分かりやすいKey-mappingsの弊害

上記の記事で紹介されている「分かりやすいKey-mappings」だけど、実はちょっとした罠が潜んでいる。

問題

例えば prefix に <Space> を使ったとしよう。

nnoremap <Space> [Space]
nmap [Space] <Nop>
" ...

ここで、とあるプラグインが専用のバッファを作って <Space> に対してバッファローカルなマッピングを生成したとする。

nmap <buffer> <Space> <Plug>(plugin-some-func)

この場合、<Space> に対して設定されているキーマッピングは以下の 2 つだけになる。

n  <Space>     * [Space]
n  <Space>      @<Plug>(plugin-some-func)

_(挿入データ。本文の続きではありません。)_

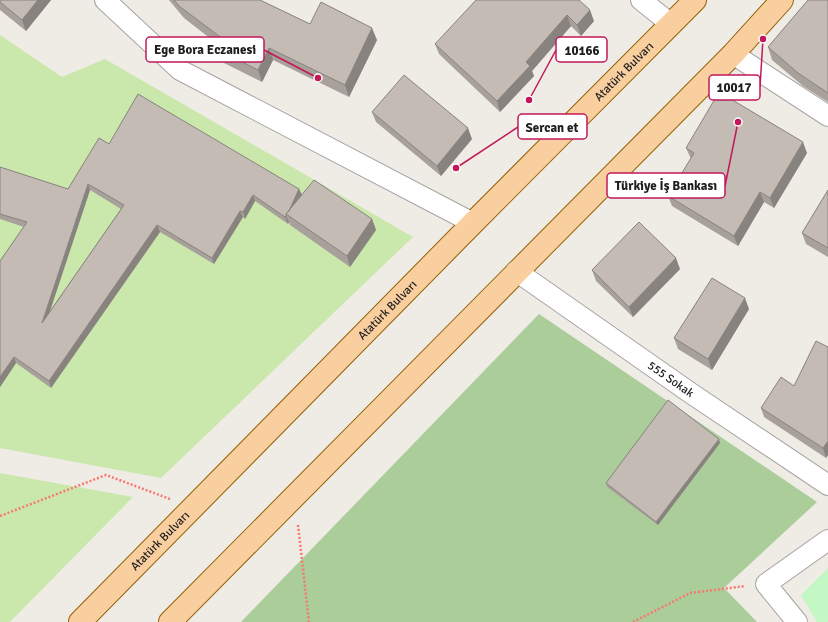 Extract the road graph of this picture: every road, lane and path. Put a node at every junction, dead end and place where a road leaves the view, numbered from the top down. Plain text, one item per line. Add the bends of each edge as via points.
1 (105, 0) edge
2 (641, 0) edge
3 (695, 0) edge
4 (782, 0) edge
5 (671, 24) junction
6 (732, 54) junction
7 (828, 116) edge
8 (473, 223) junction
9 (516, 271) junction
10 (828, 485) edge
11 (294, 496) junction
12 (193, 507) junction
13 (0, 516) edge
14 (828, 540) edge
15 (766, 584) junction
16 (80, 622) edge
17 (170, 622) edge
18 (309, 622) edge
19 (632, 622) edge
20 (797, 622) edge

1 - 8 street via 180,70
2 - 5 street
3 - 5 main road, Atatürk Bulvarı
4 - 6 main road
5 - 8 main road, Atatürk Bulvarı
6 - 7 street
6 - 9 main road
8 - 12 main road, Atatürk Bulvarı
9 - 10 street, 555 Sokak
9 - 11 main road
11 - 17 main road
11 - 18 path
12 - 13 path via 106,475
12 - 16 main road, Atatürk Bulvarı
14 - 15 street
15 - 19 path via 690,593
15 - 20 street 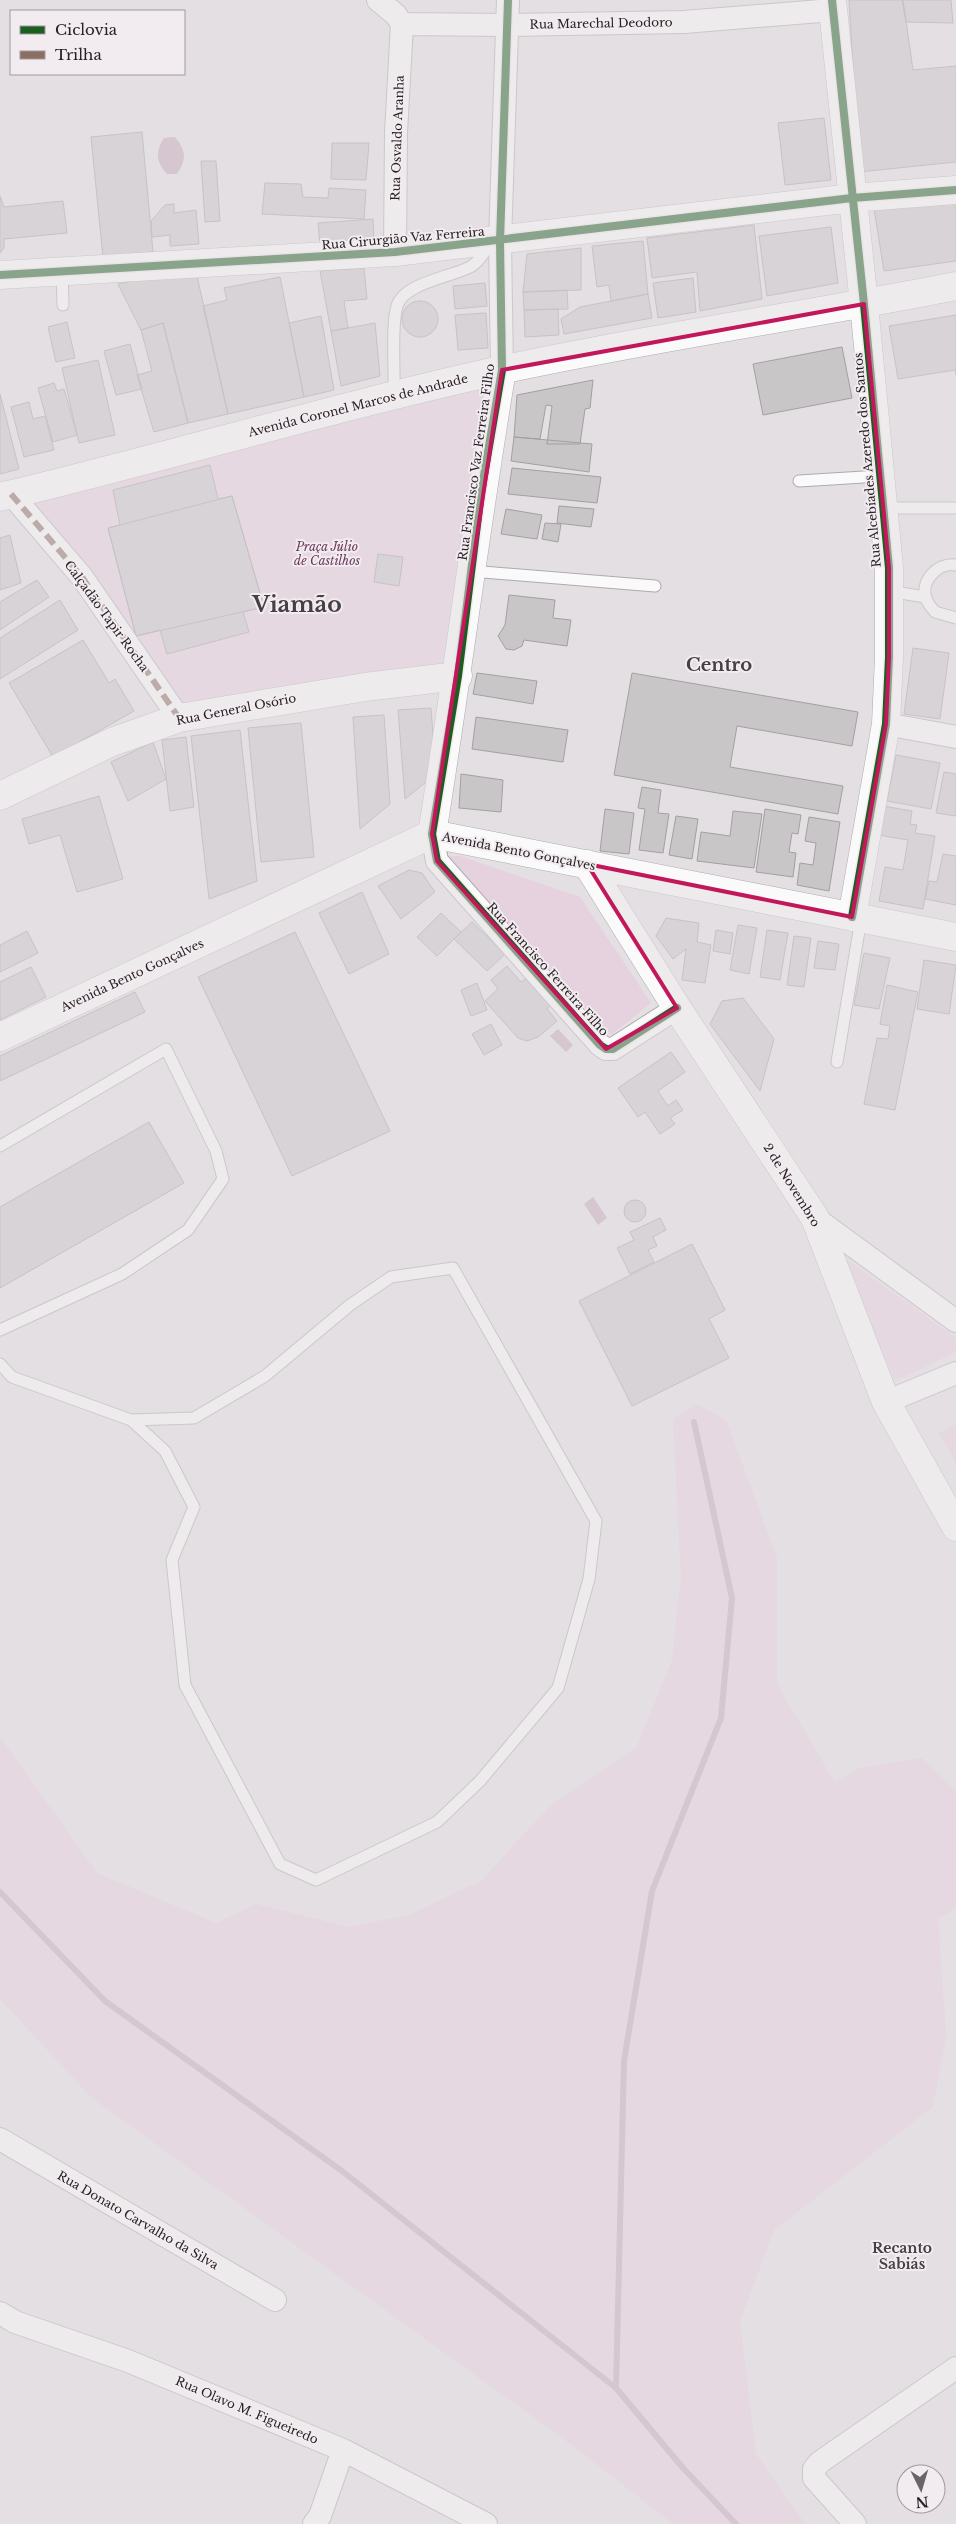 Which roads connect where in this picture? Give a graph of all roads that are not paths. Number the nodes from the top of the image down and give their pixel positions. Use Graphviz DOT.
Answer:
graph roads {
  1 [pos="378,0"];
  2 [pos="508,0"];
  3 [pos="832,5"];
  4 [pos="402,24"];
  5 [pos="508,25"];
  6 [pos="956,190"];
  7 [pos="852,198"];
  8 [pos="495,242"];
  9 [pos="394,252"];
  10 [pos="62,272"];
  11 [pos="0,275"];
  12 [pos="956,286"];
  13 [pos="864,304"];
  14 [pos="63,306"];
  15 [pos="502,370"];
  16 [pos="394,395"];
  17 [pos="880,476"];
  18 [pos="799,481"];
  19 [pos="5,496"];
  20 [pos="883,508"];
  21 [pos="956,508"];
  22 [pos="956,565"];
  23 [pos="471,571"];
  24 [pos="655,586"];
  25 [pos="889,591"];
  26 [pos="925,597"];
  27 [pos="956,618"];
  28 [pos="458,676"];
  29 [pos="179,718"];
  30 [pos="886,724"];
  31 [pos="956,737"];
  32 [pos="0,796"];
  33 [pos="432,834"];
  34 [pos="587,864"];
  35 [pos="857,918"];
  36 [pos="956,937"];
  37 [pos="677,1008"];
  38 [pos="0,1037"];
  39 [pos="837,1062"];
  40 [pos="0,1146"];
  41 [pos="815,1218"];
  42 [pos="956,1321"];
  43 [pos="0,1330"];
  44 [pos="0,1364"];
  45 [pos="956,1373"];
  46 [pos="886,1402"];
  47 [pos="131,1420"];
  48 [pos="956,1527"];
  49 [pos="0,2139"];
  50 [pos="276,2300"];
  51 [pos="5,2321"];
  52 [pos="956,2368"];
  53 [pos="342,2450"];
  54 [pos="314,2524"];
  55 [pos="486,2524"];
  56 [pos="855,2524"];
  1 -- 4 [label="street"];
  2 -- 5 [label="street, Rua Francisco Vaz Ferreira Filho"];
  3 -- 5 [label="street, Rua Marechal Deodoro"];
  3 -- 7 [label="street, Rua Alcebíades Azeredo dos Santos"];
  4 -- 5 [label="street, Rua Marechal Deodoro"];
  4 -- 9 [label="street, Rua Osvaldo Aranha"];
  5 -- 8 [label="street, Rua Francisco Vaz Ferreira Filho"];
  6 -- 7 [label="street, Rua Cirurgião Vaz Ferreira"];
  7 -- 8 [label="street, Rua Cirurgião Vaz Ferreira"];
  7 -- 13 [label="street, Rua Alcebíades Azeredo dos Santos"];
  8 -- 9 [label="street, Rua Cirurgião Vaz Ferreira"];
  8 -- 15 [label="street, Rua Francisco Vaz Ferreira Filho"];
  8 -- 16 [label="lane"];
  9 -- 10 [label="street, Rua Cirurgião Vaz Ferreira"];
  10 -- 11 [label="street, Rua Cirurgião Vaz Ferreira"];
  10 -- 14 [label="lane"];
  12 -- 13 [label="street, Avenida Coronel Marcos de Andrade"];
  13 -- 15 [label="street, Avenida Coronel Marcos de Andrade"];
  13 -- 17 [label="street, Rua Alcebíades Azeredo dos Santos"];
  15 -- 16 [label="street, Avenida Coronel Marcos de Andrade"];
  15 -- 23 [label="street, Rua Francisco Vaz Ferreira Filho"];
  16 -- 19 [label="street, Avenida Coronel Marcos de Andrade"];
  17 -- 18 [label="lane"];
  17 -- 20 [label="street, Rua Alcebíades Azeredo dos Santos"];
  19 -- 29 [label="street, Calçadão Tapir Rocha"];
  20 -- 21 [label="lane"];
  20 -- 25 [label="street, Rua Alcebíades Azeredo dos Santos"];
  22 -- 26 [label="lane"];
  23 -- 24 [label="lane"];
  23 -- 28 [label="street, Rua Francisco Vaz Ferreira Filho"];
  25 -- 26 [label="lane"];
  25 -- 30 [label="street, Rua Alcebíades Azeredo dos Santos"];
  26 -- 27 [label="lane"];
  28 -- 29 [label="street, Rua General Osório"];
  28 -- 33 [label="street, Rua Francisco Vaz Ferreira Filho"];
  29 -- 32 [label="street, Rua General Osório"];
  30 -- 31 [label="street"];
  30 -- 35 [label="street, Rua Alcebíades Azeredo dos Santos"];
  33 -- 34 [label="street, Avenida Bento Gonçalves"];
  33 -- 37 [label="street, Rua Francisco Ferreira Filho"];
  33 -- 38 [label="street, Avenida Bento Gonçalves"];
  34 -- 35 [label="street, Avenida Bento Gonçalves"];
  34 -- 37 [label="street, 2 de Novembro"];
  35 -- 36 [label="street, Avenida Bento Gonçalves"];
  35 -- 39 [label="lane"];
  37 -- 41 [label="street, 2 de Novembro"];
  40 -- 43 [label="lane"];
  41 -- 42 [label="street"];
  41 -- 46 [label="street, 2 de Novembro"];
  44 -- 47 [label="lane"];
  45 -- 46 [label="street"];
  46 -- 48 [label="street, 2 de Novembro"];
  47 -- 47 [label="lane"];
  49 -- 50 [label="street, Rua Donato Carvalho da Silva"];
  51 -- 53 [label="street, Rua Olavo M. Figueiredo"];
  52 -- 56 [label="street"];
  53 -- 54 [label="street"];
  53 -- 55 [label="street, Rua Olavo M. Figueiredo"];
}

グローバルなキーマッピングバッファローカルなキーマッピングが両方ある場合、バッファローカルなキーマッピングが優先されるので、<Space> を押しても常に <Plug>(plugin-some-func) に展開されるため、このバッファでは <Space> を prefix にしたキーマッピングは一切使えなくなる。これはひどい

使わなかったら使わなかったで別の問題が

じゃあカッコつけて変な設定しないで、素直に設定すればいいのかと言うと、「分かりやすいKey-mappings」ほどではないにしても問題は残る。
例えば素直に設定した場合、

nnoremap <Space> <Nop>
nnoremap <Space>w :<C-u>update<CR>
nnoremap <Space>q :<C-u>quit<CR>
" ...

こんな感じで、先ほどのバッファローカルなキーマッピングがある場合は、<Space> まで入力した時点で Vimマッピング先を決定するために待ち状態になる。次に w や q など存在するキーが入力された場合はそのマッピングに展開され、存在しないキーを押したり、設定にもよるが 'timeoutlen' で設定した時間経過した場合は <Plug>(plugin-some-func) に展開する。
つまり、<Space> を押してもバッファローカルな機能がすぐには発動しない。これはこれで困る。

ではどうしろと

実際のところ、「プレフィックスキーに使ってるキーには何もマッピングするな」くらいしか解決策はない。
プラグインが勝手に設定する場合は、カスタマイズ方法が提供されている場合はそれに従って設定し、提供されてない場合は、そのプラグインを窓から投げ捨てるか、中身を勝手に書き換えるかする。
で、逆に言えばきちんと対処すれば「分かりやすいKey-mappings」を使ってもまったく問題はない。
要するにこの話は、この対処をしなかった場合にどちらの方が被害が大きいかと言うと「分かりやすいKey-mappings」を使った場合の方が問題になると思うよ、ってこと。